While the company offers four full lines of jewelry, sales in the United States are predominantly in wedding rings. The lines, which were introduced some time ago but have new product updates each year, include Wedding Rings, Starline (anniversary bands), Movingline (hinged pieces, slides, etc.), and the Classicline (cocktail rings, earrings, necklaces, pendants, etc.). Christine Huber, who has been with the company for four years, heads the jewelry design unit at Christian Bauer. The rings are not only renown for stylishness, but also supreme comfort.

Sales in the United States, Mr. Loback says, have been small in areas other than rings, he says in part, because of the cost of procuction. The Movingline, for example, has small pieces of precisely machined jewelry made and assembled by high-paid craftsman. Add markup and the retail price becomes quite high.
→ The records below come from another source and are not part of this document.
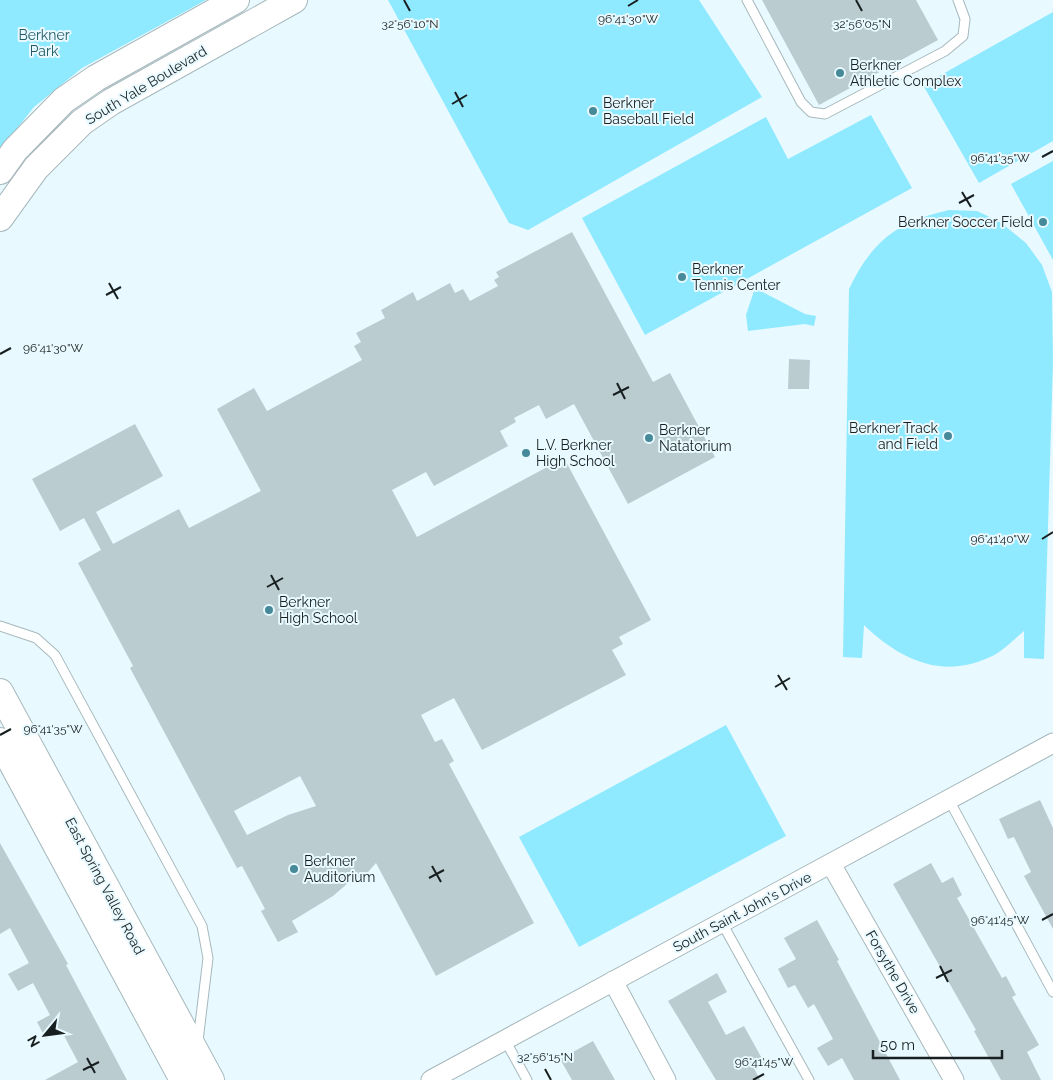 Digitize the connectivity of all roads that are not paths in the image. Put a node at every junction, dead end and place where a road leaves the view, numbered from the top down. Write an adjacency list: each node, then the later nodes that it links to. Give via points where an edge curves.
1 (236, 0): 5 (street, South Yale Boulevard, via 96,78 64,100)
2 (294, 0): 6 (street, South Yale Boulevard, via 111,102 82,122)
3 (747, 0): 4 (lane, via 801,102 811,112 826,114 945,51 963,36 965,19)
4 (958, 0)
5 (40, 124): 6 (street); 7 (street, South Yale Boulevard)
6 (60, 144): 8 (street, South Yale Boulevard, via 36,168)
7 (0, 171)
8 (0, 218)
9 (0, 626): 19 (lane, via 36,638 55,655 202,926 208,958)
10 (0, 692): 19 (street, East Spring Valley Road)
11 (0, 741): 20 (street, East Spring Valley Road)
12 (1053, 743): 13 (street, South Saint John's Drive)
13 (949, 800): 14 (street, South Saint John's Drive); 17 (lane)
14 (831, 864): 15 (street, South Saint John's Drive); 26 (street, Forsythe Drive)
15 (722, 923): 16 (street, South Saint John's Drive); 25 (lane)
16 (613, 981): 18 (street, South Saint John's Drive); 24 (street)
17 (1053, 992)
18 (505, 1040): 22 (street, South Saint John's Drive); 23 (lane)
19 (196, 1054): 21 (street, East Spring Valley Road)
20 (182, 1080)
21 (210, 1080)
22 (431, 1080)
23 (527, 1080)
24 (666, 1080)
25 (809, 1080)
26 (954, 1080)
On the other hand, price points for rings extend over a broad range. “We make a 14-karat, two millimeter band for about $ 200 retail, going all the way up to a $ 10,000 ring. Our most frequently sold price point is probably about $ 1,000 and that’s a 5-6 mm wide platinum ring,” Mr. Loback says.

The design team and production units are always striving for innovation...to be the first in the market with new materials, says Mr. Müller. “We’ve created unique designs. We’d try different colors. We’ d try fine gold. We were one of the first to make white gold and platinum combinations.” Christian Bauer pioneered the two–tone look in 1990, according to Mr. Loback.

Indeed, the company has a longer history than the most with platinum jewelry. In the mid-
sixties the company began processing platinum and stepped up production in the mid-seventies. Christian Bauer, having just established a subsidiary in the United States, was positioned perfectly when the platinum boom hit in the early 1990s. It was founding member of Platingilde Germany, in 1976, and Platinum Guild International USA, in 1989. “We were here with the whole sales force team and an organized office,” recalls Mr. Loback. “And delivering product in a timely manner, that certainly led to our success, also.”

Loback stresses that the company he represents is based upon innovation, a superior product, and unequalled customer service. “We’re very sensitive to delivery and making weddings on the time,” he emphasizes.

At Butterfield jewelers in Albuquerque, New Mexico, a Christian Bauer outlet, their ads entice with the appeal of “fine German craftsmanship” and add as an example, “Think Porsche or BMW.” Could be they’re even more on the mark than they realize. Check out those chassis springs.